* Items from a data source
· · · ·

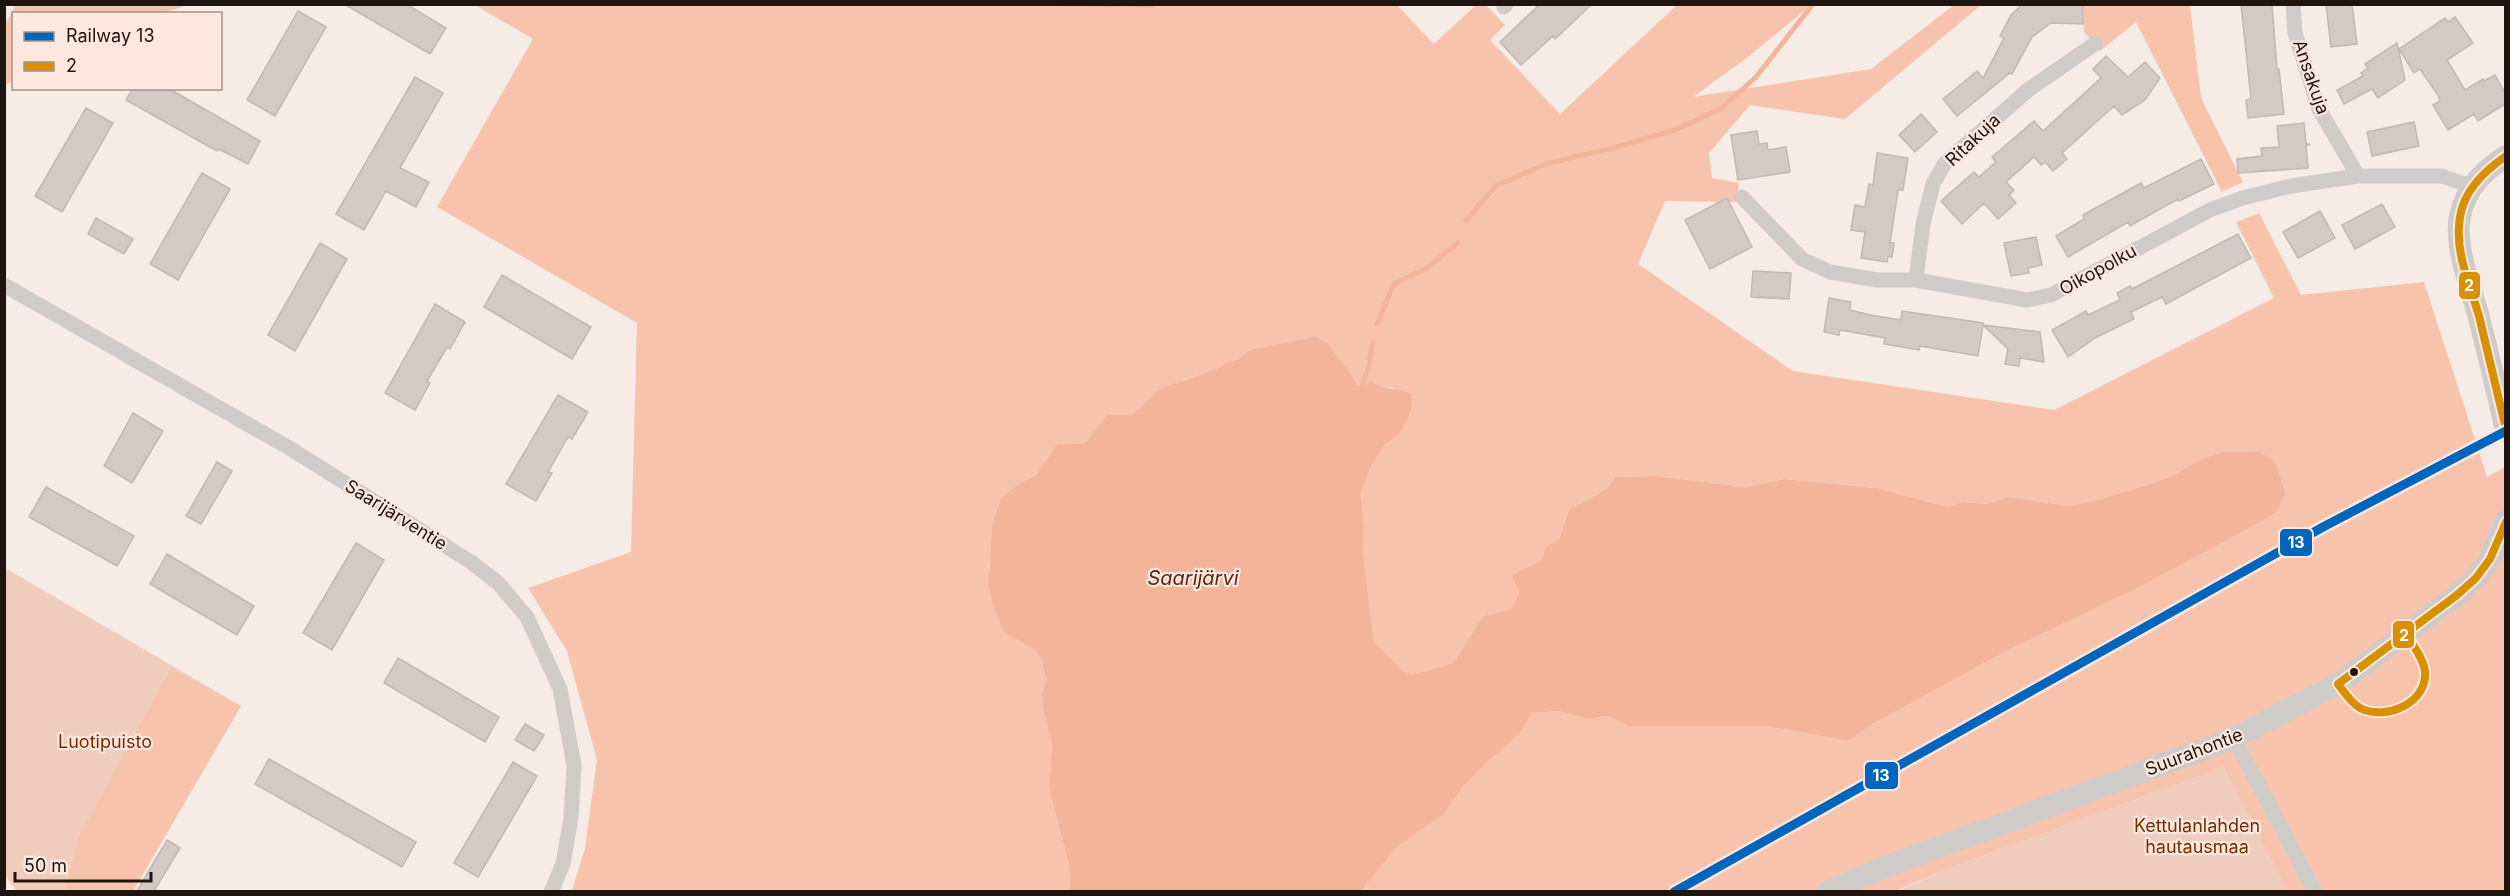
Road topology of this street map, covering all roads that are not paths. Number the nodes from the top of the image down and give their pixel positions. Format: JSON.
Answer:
{"nodes":[{"id":1,"x":2293,"y":4,"type":"edge"},
{"id":2,"x":2096,"y":42,"type":"dead end"},
{"id":3,"x":2505,"y":156,"type":"edge"},
{"id":4,"x":2358,"y":176,"type":"junction"},
{"id":5,"x":2471,"y":186,"type":"junction"},
{"id":6,"x":1742,"y":197,"type":"dead end"},
{"id":7,"x":1916,"y":280,"type":"junction"},
{"id":8,"x":4,"y":285,"type":"edge"},
{"id":9,"x":2505,"y":430,"type":"edge"},
{"id":10,"x":2505,"y":527,"type":"edge"},
{"id":11,"x":2234,"y":738,"type":"junction"},
{"id":12,"x":551,"y":891,"type":"edge"},
{"id":13,"x":1828,"y":891,"type":"edge"},
{"id":14,"x":2315,"y":891,"type":"edge"}],
"edges":[{"from":1,"to":4,"type":"street","name":"Ansakuja"},
{"from":2,"to":7,"type":"street","name":"Ritakuja"},
{"from":3,"to":5,"type":"street"},
{"from":4,"to":5,"type":"street","name":"Oikopolku"},
{"from":4,"to":7,"type":"street","name":"Oikopolku"},
{"from":5,"to":9,"type":"street"},
{"from":6,"to":7,"type":"street","name":"Oikopolku"},
{"from":8,"to":12,"type":"street","name":"Saarijärventie"},
{"from":10,"to":11,"type":"street","name":"Suurahontie"},
{"from":11,"to":13,"type":"street","name":"Suurahontie"},
{"from":11,"to":14,"type":"street"}]}
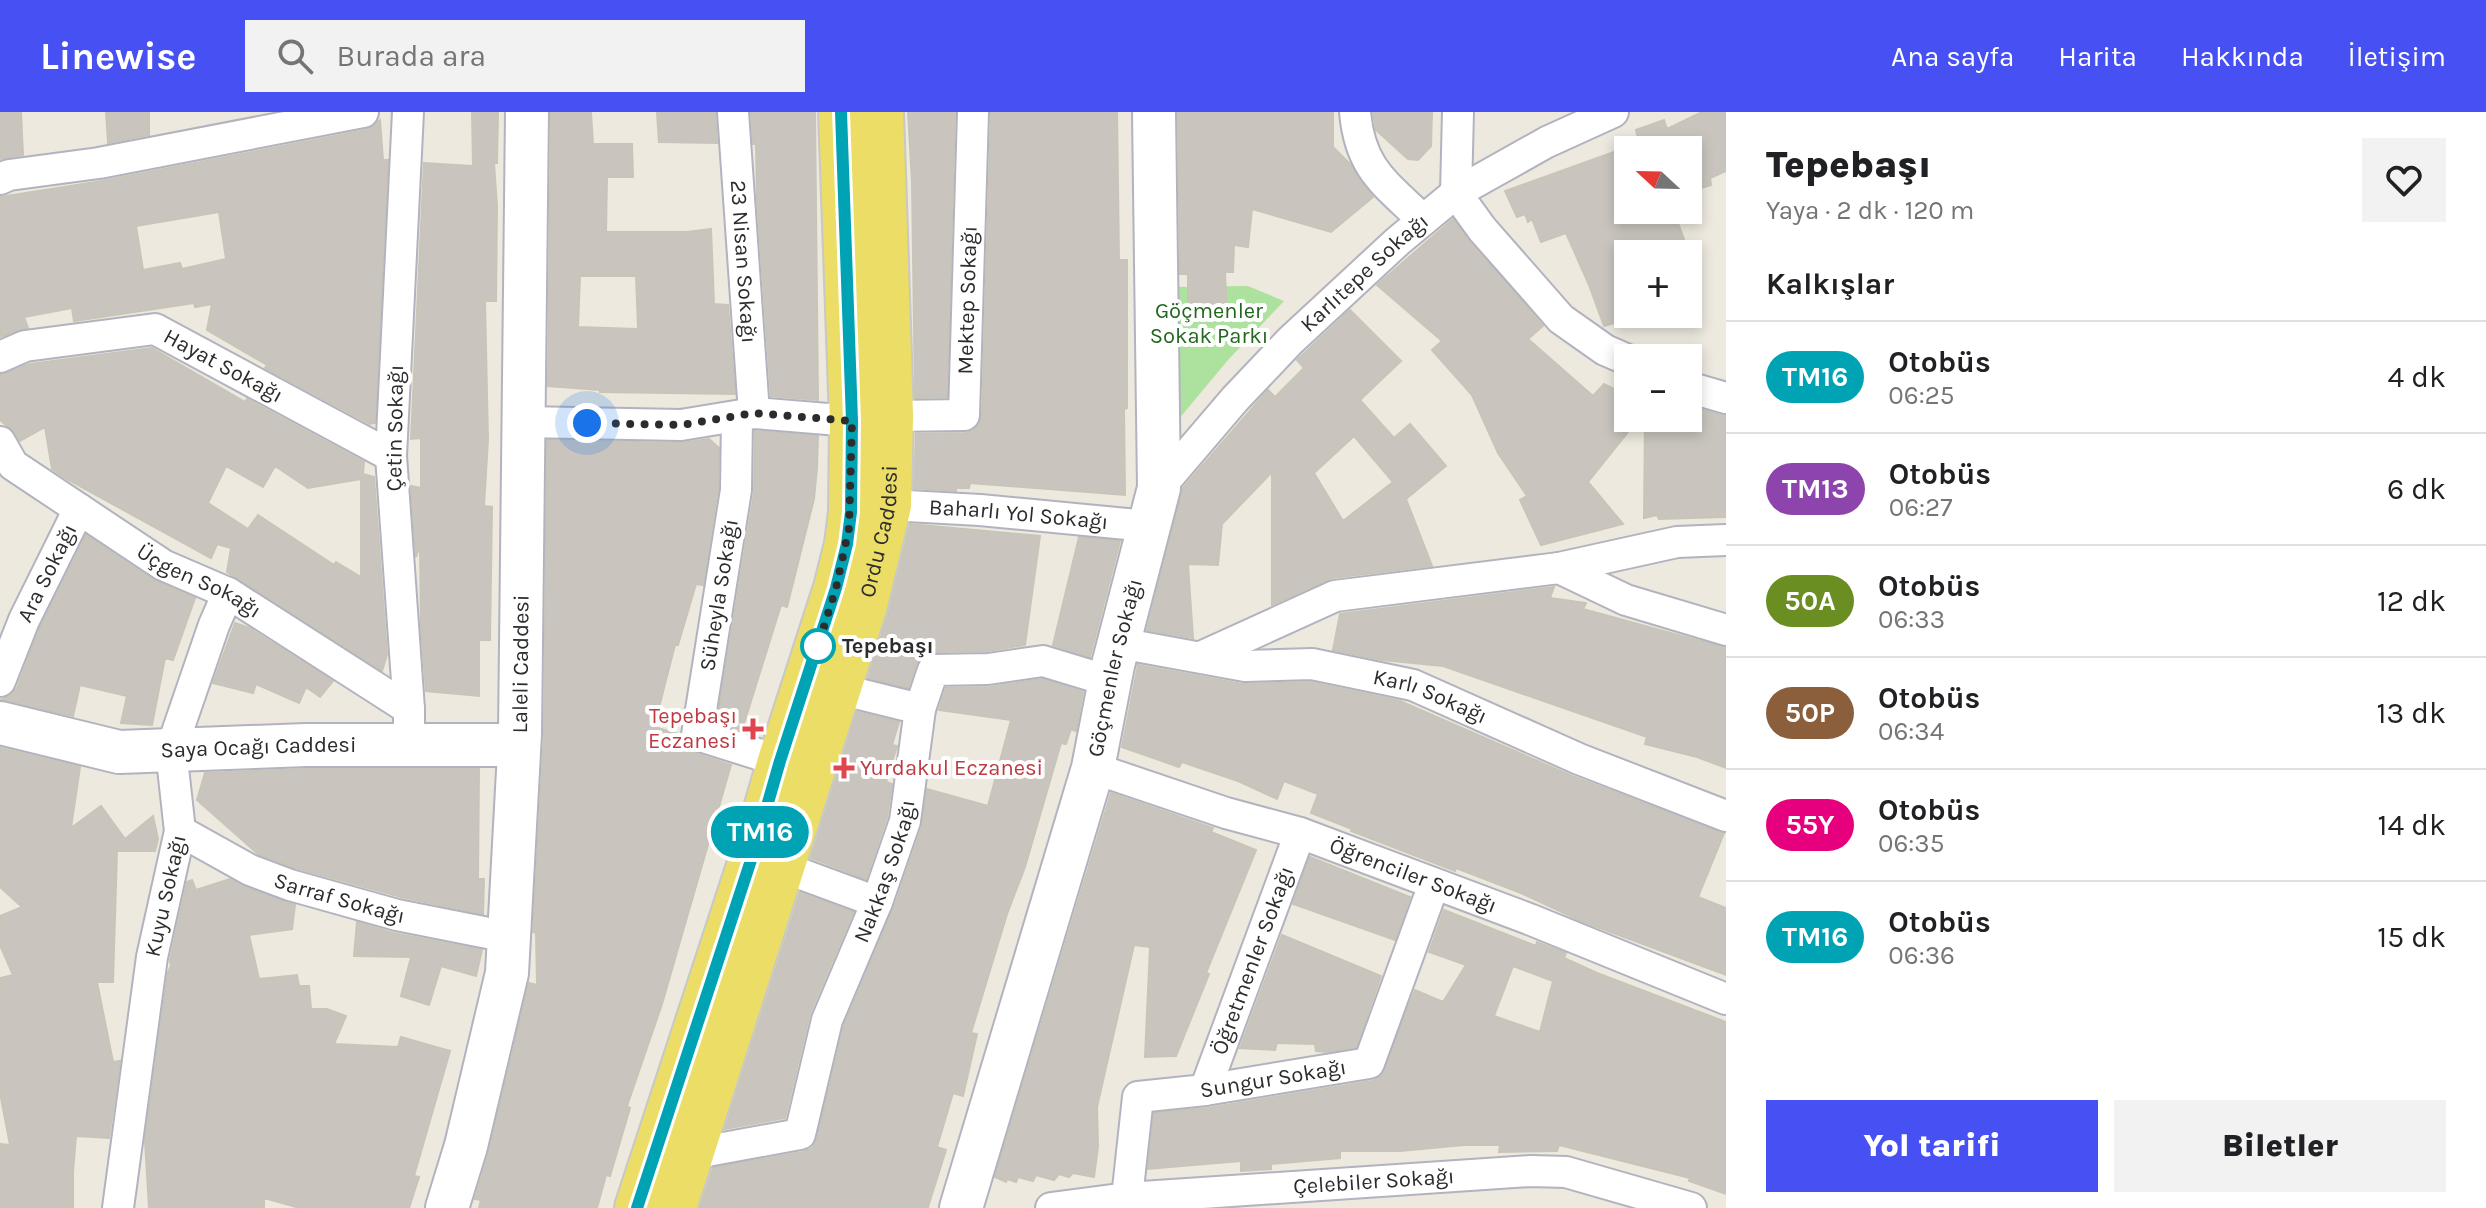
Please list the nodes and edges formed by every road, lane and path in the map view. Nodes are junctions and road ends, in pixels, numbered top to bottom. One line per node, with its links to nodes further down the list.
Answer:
1 (363, 112): 12 (street)
2 (408, 112): 23 (street, Çetin Sokağı)
3 (527, 112): 21 (street, Laleli Caddesi)
4 (733, 112): 19 (street, 23 Nisan Sokağı)
5 (841, 112): 20 (main road, Ordu Caddesi)
6 (881, 112): 20 (main road, Ordu Caddesi)
7 (973, 112): 20 (street, Mektep Sokağı)
8 (1154, 112): 25 (street, Göçmenler Sokağı)
9 (1355, 112): 14 (street)
10 (1458, 112): 13 (street)
11 (1613, 112): 13 (street, Karlıtepe Sokağı)
12 (0, 179)
13 (1456, 193): 14 (street, Karlıtepe Sokağı); 15 (street)
14 (1423, 220): 25 (street, Karlıtepe Sokağı)
15 (1614, 354)
16 (0, 357): 23 (street, Hayat Sokağı)
17 (1702, 391): 18 (street)
18 (1726, 398)
19 (745, 415): 20 (street); 21 (street); 40 (street, Süheyla Sokağı)
20 (871, 418): 24 (main road, Ordu Caddesi); 34 (main road, Ordu Caddesi)
21 (524, 422): 38 (street, Laleli Caddesi)
22 (0, 442): 26 (street, Üçgen Sokağı)
23 (391, 456): 37 (street, Çetin Sokağı)
24 (889, 505): 25 (street, Baharlı Yol Sokağı); 34 (main road, Ordu Caddesi)
25 (1154, 507): 32 (street, Göçmenler Sokağı)
26 (79, 509): 29 (street, Üçgen Sokağı); 33 (street, Ara Sokağı)
27 (1726, 540): 28 (street)
28 (1559, 568): 30 (street); 31 (street)
29 (228, 593): 37 (street, Üçgen Sokağı); 39 (street, Kuyu Sokağı)
30 (1726, 630)
31 (1201, 657): 32 (street, Karlı Sokağı); 42 (street, Karlı Sokağı)
32 (1114, 662): 35 (street, Nakkaş Sokağı); 41 (street, Göçmenler Sokağı)
33 (0, 681)
34 (821, 705): 35 (street); 40 (main road, Ordu Caddesi); 45 (main road, Ordu Caddesi)
35 (920, 709): 47 (street, Nakkaş Sokağı)
36 (0, 723): 39 (street, Saya Ocağı Caddesi)
37 (409, 726): 38 (street, Saya Ocağı Caddesi); 39 (street, Saya Ocağı Caddesi)
38 (519, 745): 48 (street, Laleli Caddesi)
39 (171, 750): 43 (street, Kuyu Sokağı)
40 (780, 761): 55 (main road, Ordu Caddesi)
41 (1093, 768): 44 (street, Öğrenciler Sokağı); 57 (street, Göçmenler Sokağı)
42 (1726, 816)
43 (180, 831): 48 (street, Sarraf Sokağı); 53 (street, Kuyu Sokağı)
44 (1300, 833): 46 (street, Öğrenciler Sokağı); 50 (street, Öğretmenler Sokağı)
45 (782, 867): 47 (street); 51 (main road, Ordu Caddesi)
46 (1434, 884): 49 (street, Öğrenciler Sokağı); 50 (street, Sungur Sokağı)
47 (877, 902): 51 (street, Nakkaş Sokağı)
48 (508, 937): 54 (street, Laleli Caddesi)
49 (1726, 999)
50 (1205, 1090): 52 (street, Sungur Sokağı)
51 (691, 1154): 56 (main road, Ordu Caddesi)
52 (1127, 1198): 58 (street, Çelebiler Sokağı); 59 (street, Çelebiler Sokağı)
53 (118, 1208)
54 (447, 1208)
55 (637, 1208)
56 (674, 1208)
57 (961, 1208)
58 (1051, 1208)
59 (1691, 1208)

· · · ·

* Your goal
Omit the pictures. Transcribe every record exactly.

* Task answer
Road topology of this street map, covering all roads that are not paths. Number the nodes from the top of the image down and give their pixel positions. Format: JSON.
Answer:
{"nodes":[{"id":1,"x":2293,"y":4,"type":"edge"},
{"id":2,"x":2096,"y":42,"type":"dead end"},
{"id":3,"x":2505,"y":156,"type":"edge"},
{"id":4,"x":2358,"y":176,"type":"junction"},
{"id":5,"x":2471,"y":186,"type":"junction"},
{"id":6,"x":1742,"y":197,"type":"dead end"},
{"id":7,"x":1916,"y":280,"type":"junction"},
{"id":8,"x":4,"y":285,"type":"edge"},
{"id":9,"x":2505,"y":430,"type":"edge"},
{"id":10,"x":2505,"y":527,"type":"edge"},
{"id":11,"x":2234,"y":738,"type":"junction"},
{"id":12,"x":551,"y":891,"type":"edge"},
{"id":13,"x":1828,"y":891,"type":"edge"},
{"id":14,"x":2315,"y":891,"type":"edge"}],
"edges":[{"from":1,"to":4,"type":"street","name":"Ansakuja"},
{"from":2,"to":7,"type":"street","name":"Ritakuja"},
{"from":3,"to":5,"type":"street"},
{"from":4,"to":5,"type":"street","name":"Oikopolku"},
{"from":4,"to":7,"type":"street","name":"Oikopolku"},
{"from":5,"to":9,"type":"street"},
{"from":6,"to":7,"type":"street","name":"Oikopolku"},
{"from":8,"to":12,"type":"street","name":"Saarijärventie"},
{"from":10,"to":11,"type":"street","name":"Suurahontie"},
{"from":11,"to":13,"type":"street","name":"Suurahontie"},
{"from":11,"to":14,"type":"street"}]}
Please list the nodes and edges formed by every road, lane and path in the map view. Nodes are junctions and road ends, in pixels, numbered top to bottom. One line per node, with its links to nodes further down the list.
Answer:
1 (363, 112): 12 (street)
2 (408, 112): 23 (street, Çetin Sokağı)
3 (527, 112): 21 (street, Laleli Caddesi)
4 (733, 112): 19 (street, 23 Nisan Sokağı)
5 (841, 112): 20 (main road, Ordu Caddesi)
6 (881, 112): 20 (main road, Ordu Caddesi)
7 (973, 112): 20 (street, Mektep Sokağı)
8 (1154, 112): 25 (street, Göçmenler Sokağı)
9 (1355, 112): 14 (street)
10 (1458, 112): 13 (street)
11 (1613, 112): 13 (street, Karlıtepe Sokağı)
12 (0, 179)
13 (1456, 193): 14 (street, Karlıtepe Sokağı); 15 (street)
14 (1423, 220): 25 (street, Karlıtepe Sokağı)
15 (1614, 354)
16 (0, 357): 23 (street, Hayat Sokağı)
17 (1702, 391): 18 (street)
18 (1726, 398)
19 (745, 415): 20 (street); 21 (street); 40 (street, Süheyla Sokağı)
20 (871, 418): 24 (main road, Ordu Caddesi); 34 (main road, Ordu Caddesi)
21 (524, 422): 38 (street, Laleli Caddesi)
22 (0, 442): 26 (street, Üçgen Sokağı)
23 (391, 456): 37 (street, Çetin Sokağı)
24 (889, 505): 25 (street, Baharlı Yol Sokağı); 34 (main road, Ordu Caddesi)
25 (1154, 507): 32 (street, Göçmenler Sokağı)
26 (79, 509): 29 (street, Üçgen Sokağı); 33 (street, Ara Sokağı)
27 (1726, 540): 28 (street)
28 (1559, 568): 30 (street); 31 (street)
29 (228, 593): 37 (street, Üçgen Sokağı); 39 (street, Kuyu Sokağı)
30 (1726, 630)
31 (1201, 657): 32 (street, Karlı Sokağı); 42 (street, Karlı Sokağı)
32 (1114, 662): 35 (street, Nakkaş Sokağı); 41 (street, Göçmenler Sokağı)
33 (0, 681)
34 (821, 705): 35 (street); 40 (main road, Ordu Caddesi); 45 (main road, Ordu Caddesi)
35 (920, 709): 47 (street, Nakkaş Sokağı)
36 (0, 723): 39 (street, Saya Ocağı Caddesi)
37 (409, 726): 38 (street, Saya Ocağı Caddesi); 39 (street, Saya Ocağı Caddesi)
38 (519, 745): 48 (street, Laleli Caddesi)
39 (171, 750): 43 (street, Kuyu Sokağı)
40 (780, 761): 55 (main road, Ordu Caddesi)
41 (1093, 768): 44 (street, Öğrenciler Sokağı); 57 (street, Göçmenler Sokağı)
42 (1726, 816)
43 (180, 831): 48 (street, Sarraf Sokağı); 53 (street, Kuyu Sokağı)
44 (1300, 833): 46 (street, Öğrenciler Sokağı); 50 (street, Öğretmenler Sokağı)
45 (782, 867): 47 (street); 51 (main road, Ordu Caddesi)
46 (1434, 884): 49 (street, Öğrenciler Sokağı); 50 (street, Sungur Sokağı)
47 (877, 902): 51 (street, Nakkaş Sokağı)
48 (508, 937): 54 (street, Laleli Caddesi)
49 (1726, 999)
50 (1205, 1090): 52 (street, Sungur Sokağı)
51 (691, 1154): 56 (main road, Ordu Caddesi)
52 (1127, 1198): 58 (street, Çelebiler Sokağı); 59 (street, Çelebiler Sokağı)
53 (118, 1208)
54 (447, 1208)
55 (637, 1208)
56 (674, 1208)
57 (961, 1208)
58 (1051, 1208)
59 (1691, 1208)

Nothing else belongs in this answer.